Getting a little more concrete, there are a host of other issues that also need to be considered in the implementation of a DAL:

  • How will database connections be handled? How will there lifetime be managed? A DAL will have to consider the security model. Will individual users connect to the database using their own credentials? This maybe fine in a client-server architecture where the number of users is small. It may even be desirable in those situations where there is business logic and security enforced in the database itself through the use of stored procedures, triggers, etc. It may however run incongruent to the scalability requirements of a public facing web application with thousands of users. In these cases, a connection pool may be the desired approach.
  • How will database transactions be handled? Will there be explicit database transactions managed by the data access layer or will automatic or implied transaction management systems such as COM+ Automatic Transactions, the Distributed Transaction Coordinator be used?
  • How will concurrent access to data be managed? Most modern application architecture's will rely on an optimistic concurrency  to improve scalability. Will it be the DAL's job to manage the original state of a row in this case? Can we take advantage of SQL Server's row version timestamp column or do we need to track every single column?
  • Will we be using dynamic SQL or stored procedures to communicate with our database?

As you can see, there is much to consider just in generic terms, well before we start looking at specific business scenarios and the wacky database schemas that are in the wild. All of these things can and should influence the design of your data access layer and the technology you use to implement it. In terms of .NET, the Entity Framework is just one data access technology. MS has been so kind to bless us with many others such as Linq To SQL, DataReaders, DataAdapters & DataSets, and SQL XML. In addition, there are over 30 3rd party Object Relational Mapping tools available to choose from.
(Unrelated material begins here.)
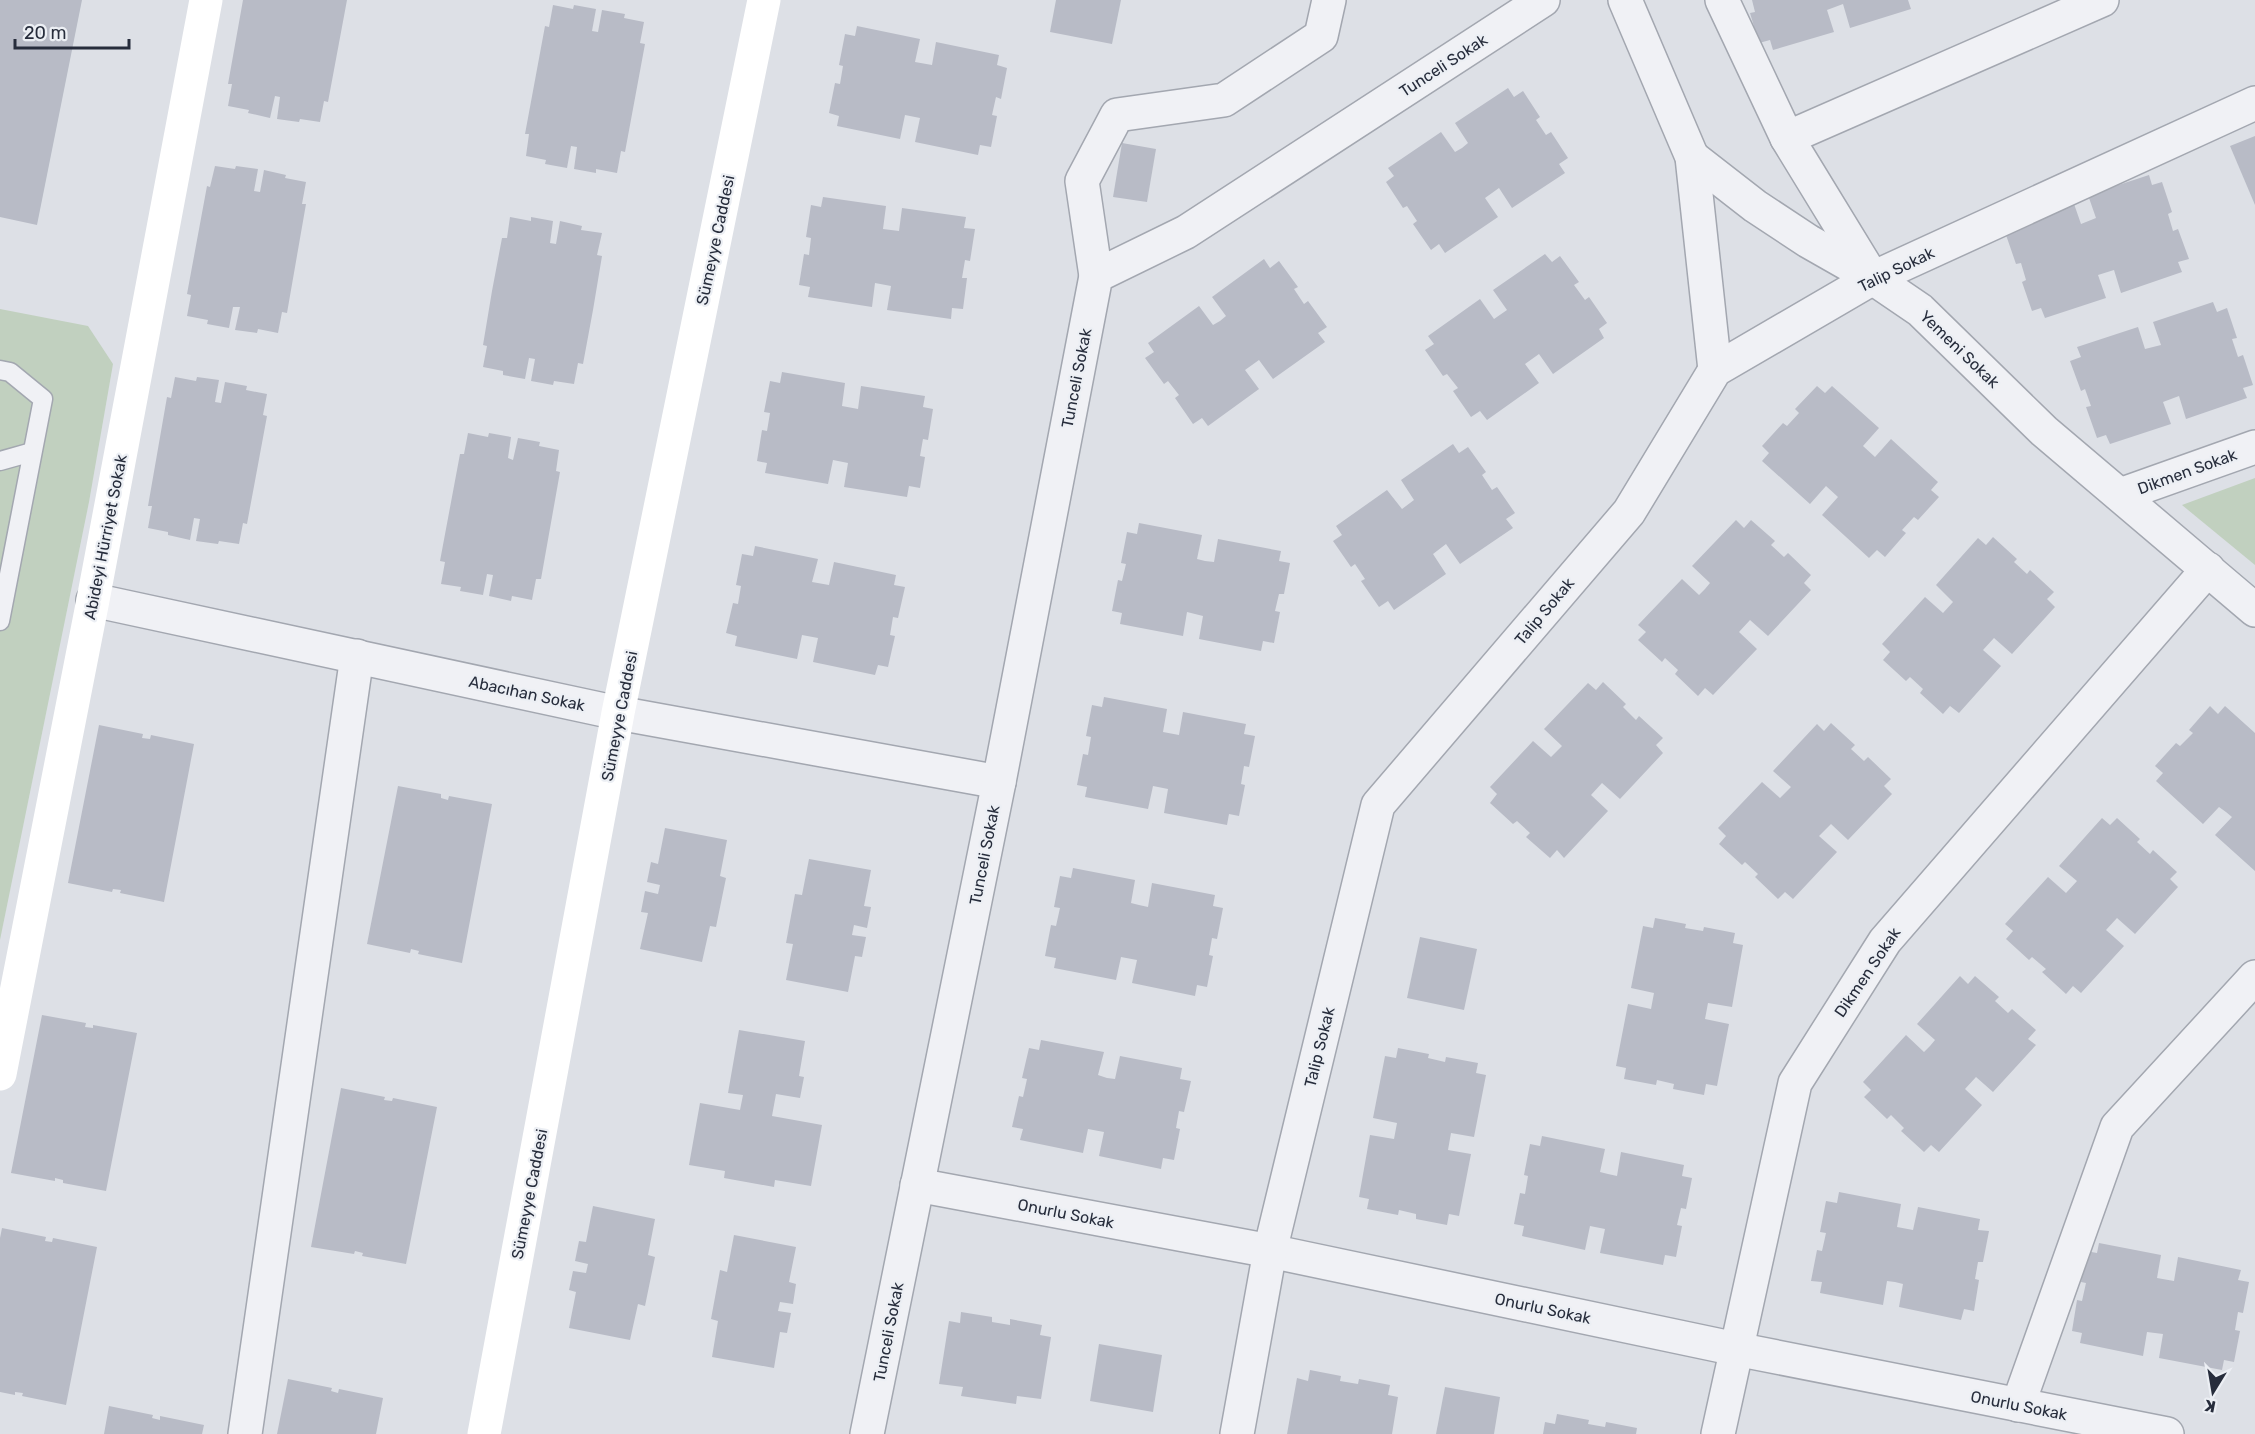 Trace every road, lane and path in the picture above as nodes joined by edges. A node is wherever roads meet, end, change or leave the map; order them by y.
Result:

Ok, so if you're  not familiar with the design goals of the Entity Framework (EF) you can read all about it here or watch a video interview on channel 9, with Pablo Castro, Britt Johnson, and Michael Pizzo. A year after that interview, they did a follow up interview here.

In the next post, I'll explore the idea of the Entity Framework replacing my data access layer and evaluate how this choice rates against the various objectives above. I'll then continue to explore alternative implementations for a DAL using the Entity Framework.